• Data extracted from a collection:
※ ※ ※
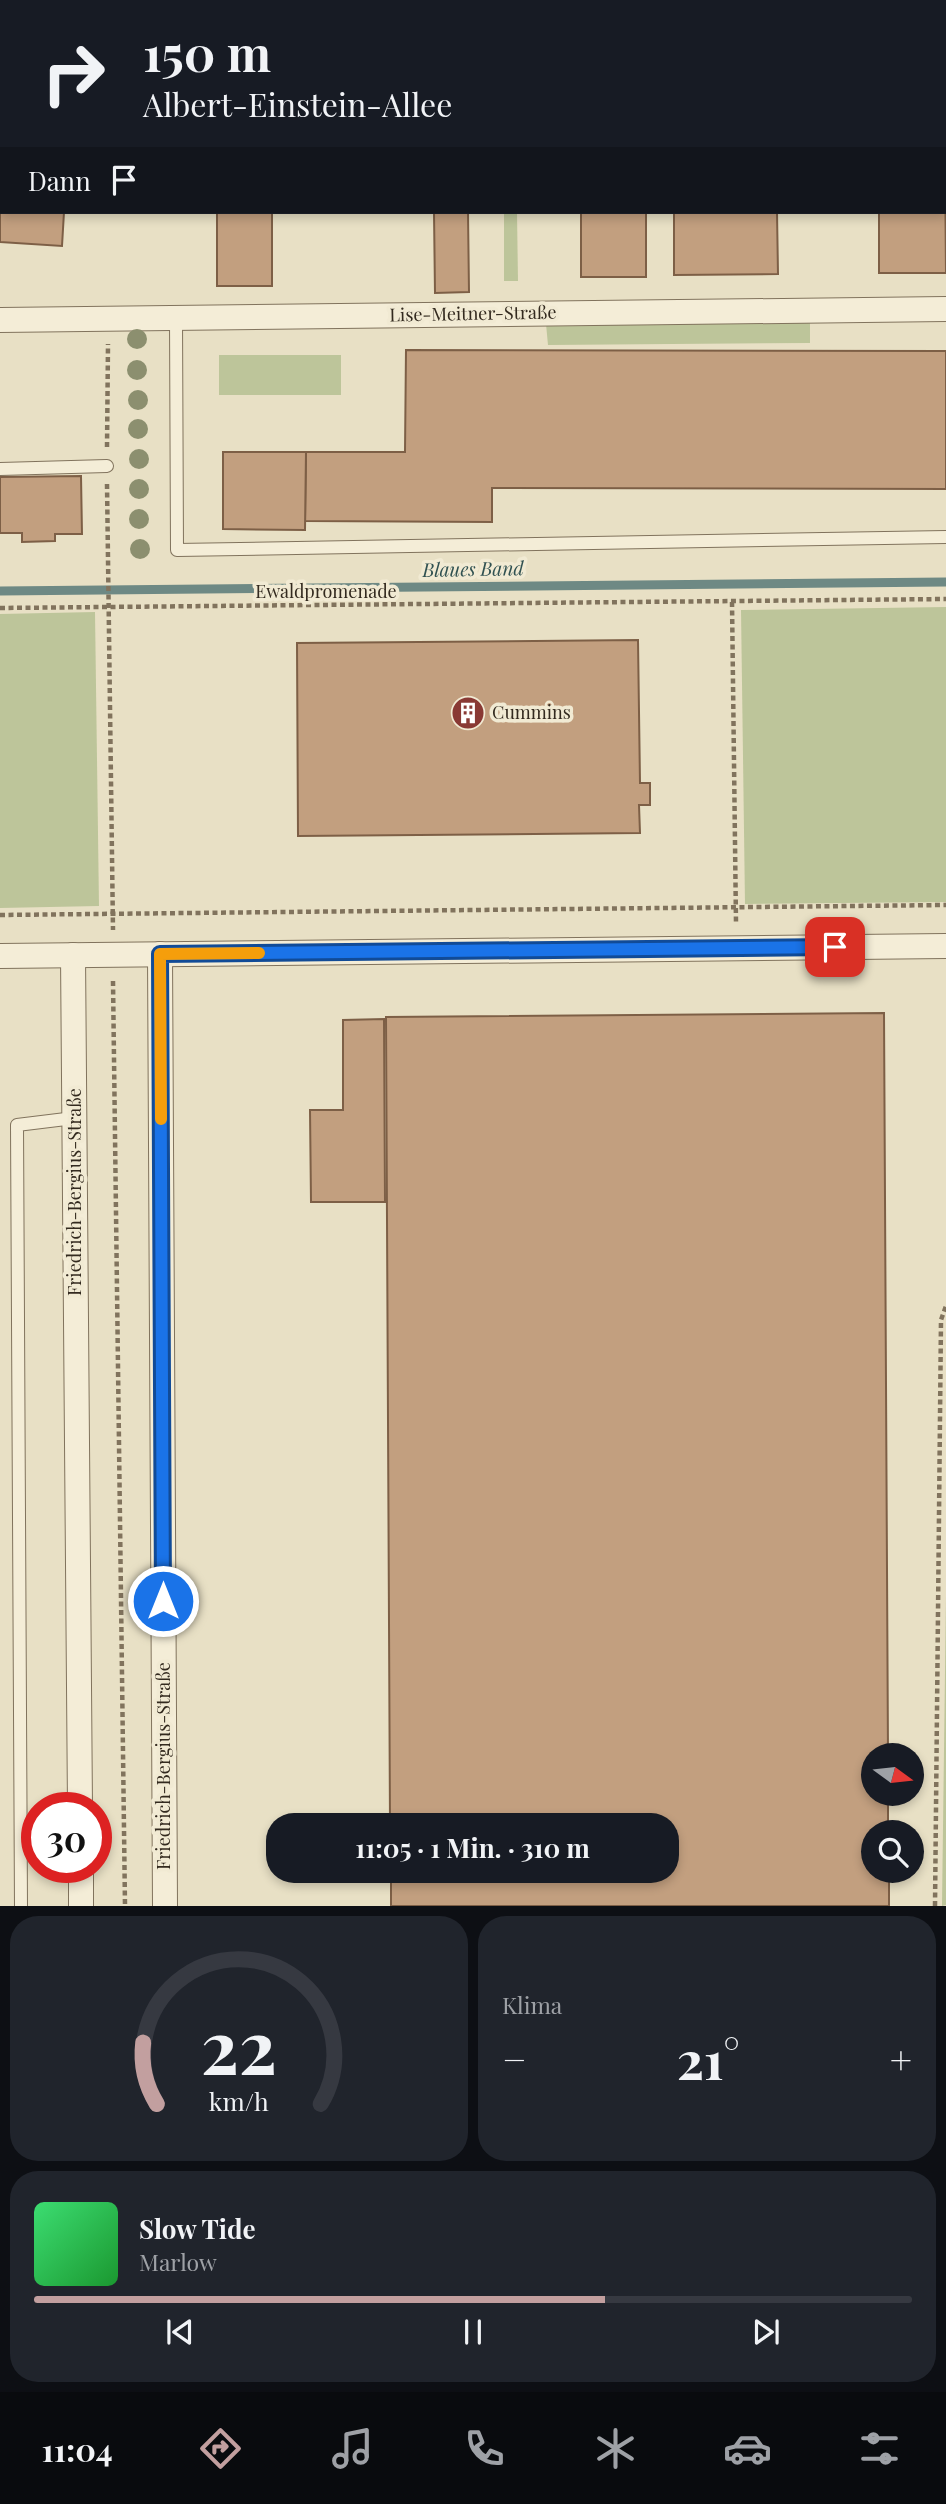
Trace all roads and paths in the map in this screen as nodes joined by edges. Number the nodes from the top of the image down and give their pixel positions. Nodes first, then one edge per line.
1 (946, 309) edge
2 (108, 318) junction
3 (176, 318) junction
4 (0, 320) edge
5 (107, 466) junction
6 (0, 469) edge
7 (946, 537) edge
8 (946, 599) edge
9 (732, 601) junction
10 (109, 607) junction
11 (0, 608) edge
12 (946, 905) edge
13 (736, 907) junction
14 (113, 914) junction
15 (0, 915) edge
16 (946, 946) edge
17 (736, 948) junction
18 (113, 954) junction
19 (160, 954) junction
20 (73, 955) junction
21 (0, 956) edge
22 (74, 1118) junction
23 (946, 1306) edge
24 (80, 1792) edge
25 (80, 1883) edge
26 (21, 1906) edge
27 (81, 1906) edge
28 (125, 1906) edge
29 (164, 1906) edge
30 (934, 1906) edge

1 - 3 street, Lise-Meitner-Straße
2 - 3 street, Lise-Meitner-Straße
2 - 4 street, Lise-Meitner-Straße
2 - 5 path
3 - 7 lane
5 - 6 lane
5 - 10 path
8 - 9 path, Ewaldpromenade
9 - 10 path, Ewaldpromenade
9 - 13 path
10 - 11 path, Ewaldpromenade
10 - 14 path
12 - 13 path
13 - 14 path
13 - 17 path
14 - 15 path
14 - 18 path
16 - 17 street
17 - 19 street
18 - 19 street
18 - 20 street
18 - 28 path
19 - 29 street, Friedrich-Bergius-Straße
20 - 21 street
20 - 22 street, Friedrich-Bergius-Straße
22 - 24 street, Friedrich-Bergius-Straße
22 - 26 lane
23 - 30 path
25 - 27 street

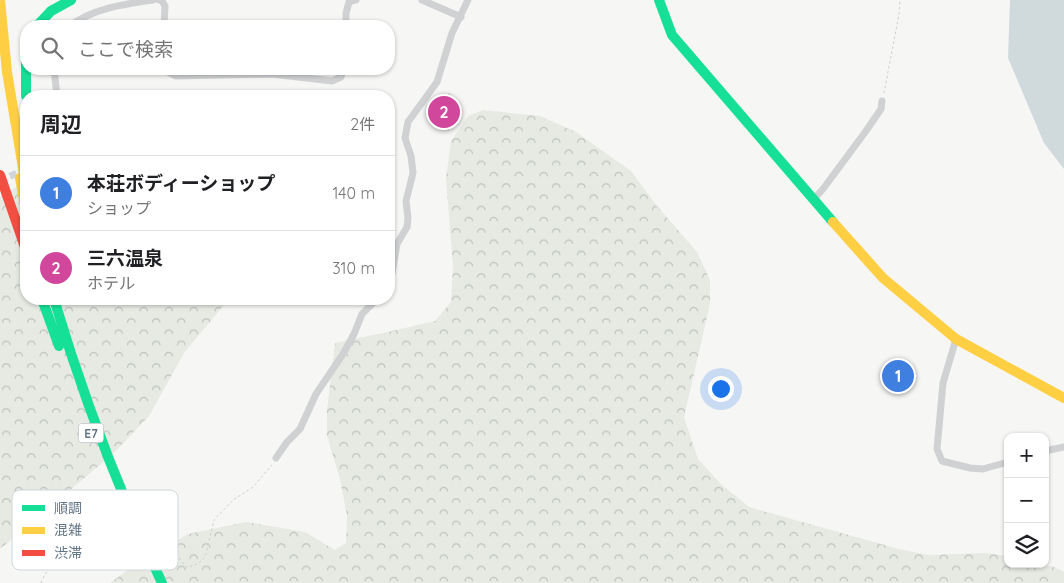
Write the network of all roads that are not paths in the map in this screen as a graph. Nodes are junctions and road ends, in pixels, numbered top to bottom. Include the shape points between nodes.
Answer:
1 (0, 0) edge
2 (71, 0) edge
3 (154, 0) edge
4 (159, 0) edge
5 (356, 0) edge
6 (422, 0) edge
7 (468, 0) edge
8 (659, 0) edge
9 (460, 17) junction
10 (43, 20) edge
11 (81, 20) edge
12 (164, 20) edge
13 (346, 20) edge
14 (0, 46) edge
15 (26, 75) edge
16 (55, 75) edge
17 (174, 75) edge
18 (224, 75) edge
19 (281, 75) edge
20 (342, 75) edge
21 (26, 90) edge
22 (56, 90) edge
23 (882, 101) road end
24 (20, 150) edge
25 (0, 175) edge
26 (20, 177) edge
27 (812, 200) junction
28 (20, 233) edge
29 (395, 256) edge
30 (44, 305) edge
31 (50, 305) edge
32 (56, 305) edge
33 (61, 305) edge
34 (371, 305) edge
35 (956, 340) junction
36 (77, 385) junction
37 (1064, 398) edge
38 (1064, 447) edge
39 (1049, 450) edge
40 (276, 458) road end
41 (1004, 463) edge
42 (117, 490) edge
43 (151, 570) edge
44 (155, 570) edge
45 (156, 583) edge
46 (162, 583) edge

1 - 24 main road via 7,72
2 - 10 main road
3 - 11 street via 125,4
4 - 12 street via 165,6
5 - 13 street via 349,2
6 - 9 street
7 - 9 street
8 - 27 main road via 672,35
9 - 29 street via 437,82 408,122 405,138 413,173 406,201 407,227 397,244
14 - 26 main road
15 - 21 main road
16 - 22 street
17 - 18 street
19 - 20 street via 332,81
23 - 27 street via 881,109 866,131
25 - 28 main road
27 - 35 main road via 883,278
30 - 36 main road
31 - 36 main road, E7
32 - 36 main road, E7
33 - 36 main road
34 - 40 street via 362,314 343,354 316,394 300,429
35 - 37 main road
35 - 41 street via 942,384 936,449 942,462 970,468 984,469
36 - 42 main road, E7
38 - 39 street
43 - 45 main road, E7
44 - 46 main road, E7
※ ※ ※
• PROBLEM STATEMENT: What is needed is an exact repeat of the records, with every picture left out.

• SOLVED PROBLEM:
Trace all roads and paths in the map in this screen as nodes joined by edges. Number the nodes from the top of the image down and give their pixel positions. Nodes first, then one edge per line.
1 (946, 309) edge
2 (108, 318) junction
3 (176, 318) junction
4 (0, 320) edge
5 (107, 466) junction
6 (0, 469) edge
7 (946, 537) edge
8 (946, 599) edge
9 (732, 601) junction
10 (109, 607) junction
11 (0, 608) edge
12 (946, 905) edge
13 (736, 907) junction
14 (113, 914) junction
15 (0, 915) edge
16 (946, 946) edge
17 (736, 948) junction
18 (113, 954) junction
19 (160, 954) junction
20 (73, 955) junction
21 (0, 956) edge
22 (74, 1118) junction
23 (946, 1306) edge
24 (80, 1792) edge
25 (80, 1883) edge
26 (21, 1906) edge
27 (81, 1906) edge
28 (125, 1906) edge
29 (164, 1906) edge
30 (934, 1906) edge

1 - 3 street, Lise-Meitner-Straße
2 - 3 street, Lise-Meitner-Straße
2 - 4 street, Lise-Meitner-Straße
2 - 5 path
3 - 7 lane
5 - 6 lane
5 - 10 path
8 - 9 path, Ewaldpromenade
9 - 10 path, Ewaldpromenade
9 - 13 path
10 - 11 path, Ewaldpromenade
10 - 14 path
12 - 13 path
13 - 14 path
13 - 17 path
14 - 15 path
14 - 18 path
16 - 17 street
17 - 19 street
18 - 19 street
18 - 20 street
18 - 28 path
19 - 29 street, Friedrich-Bergius-Straße
20 - 21 street
20 - 22 street, Friedrich-Bergius-Straße
22 - 24 street, Friedrich-Bergius-Straße
22 - 26 lane
23 - 30 path
25 - 27 street

Write the network of all roads that are not paths in the map in this screen as a graph. Nodes are junctions and road ends, in pixels, numbered top to bottom. Include the shape points between nodes.
Answer:
1 (0, 0) edge
2 (71, 0) edge
3 (154, 0) edge
4 (159, 0) edge
5 (356, 0) edge
6 (422, 0) edge
7 (468, 0) edge
8 (659, 0) edge
9 (460, 17) junction
10 (43, 20) edge
11 (81, 20) edge
12 (164, 20) edge
13 (346, 20) edge
14 (0, 46) edge
15 (26, 75) edge
16 (55, 75) edge
17 (174, 75) edge
18 (224, 75) edge
19 (281, 75) edge
20 (342, 75) edge
21 (26, 90) edge
22 (56, 90) edge
23 (882, 101) road end
24 (20, 150) edge
25 (0, 175) edge
26 (20, 177) edge
27 (812, 200) junction
28 (20, 233) edge
29 (395, 256) edge
30 (44, 305) edge
31 (50, 305) edge
32 (56, 305) edge
33 (61, 305) edge
34 (371, 305) edge
35 (956, 340) junction
36 (77, 385) junction
37 (1064, 398) edge
38 (1064, 447) edge
39 (1049, 450) edge
40 (276, 458) road end
41 (1004, 463) edge
42 (117, 490) edge
43 (151, 570) edge
44 (155, 570) edge
45 (156, 583) edge
46 (162, 583) edge

1 - 24 main road via 7,72
2 - 10 main road
3 - 11 street via 125,4
4 - 12 street via 165,6
5 - 13 street via 349,2
6 - 9 street
7 - 9 street
8 - 27 main road via 672,35
9 - 29 street via 437,82 408,122 405,138 413,173 406,201 407,227 397,244
14 - 26 main road
15 - 21 main road
16 - 22 street
17 - 18 street
19 - 20 street via 332,81
23 - 27 street via 881,109 866,131
25 - 28 main road
27 - 35 main road via 883,278
30 - 36 main road
31 - 36 main road, E7
32 - 36 main road, E7
33 - 36 main road
34 - 40 street via 362,314 343,354 316,394 300,429
35 - 37 main road
35 - 41 street via 942,384 936,449 942,462 970,468 984,469
36 - 42 main road, E7
38 - 39 street
43 - 45 main road, E7
44 - 46 main road, E7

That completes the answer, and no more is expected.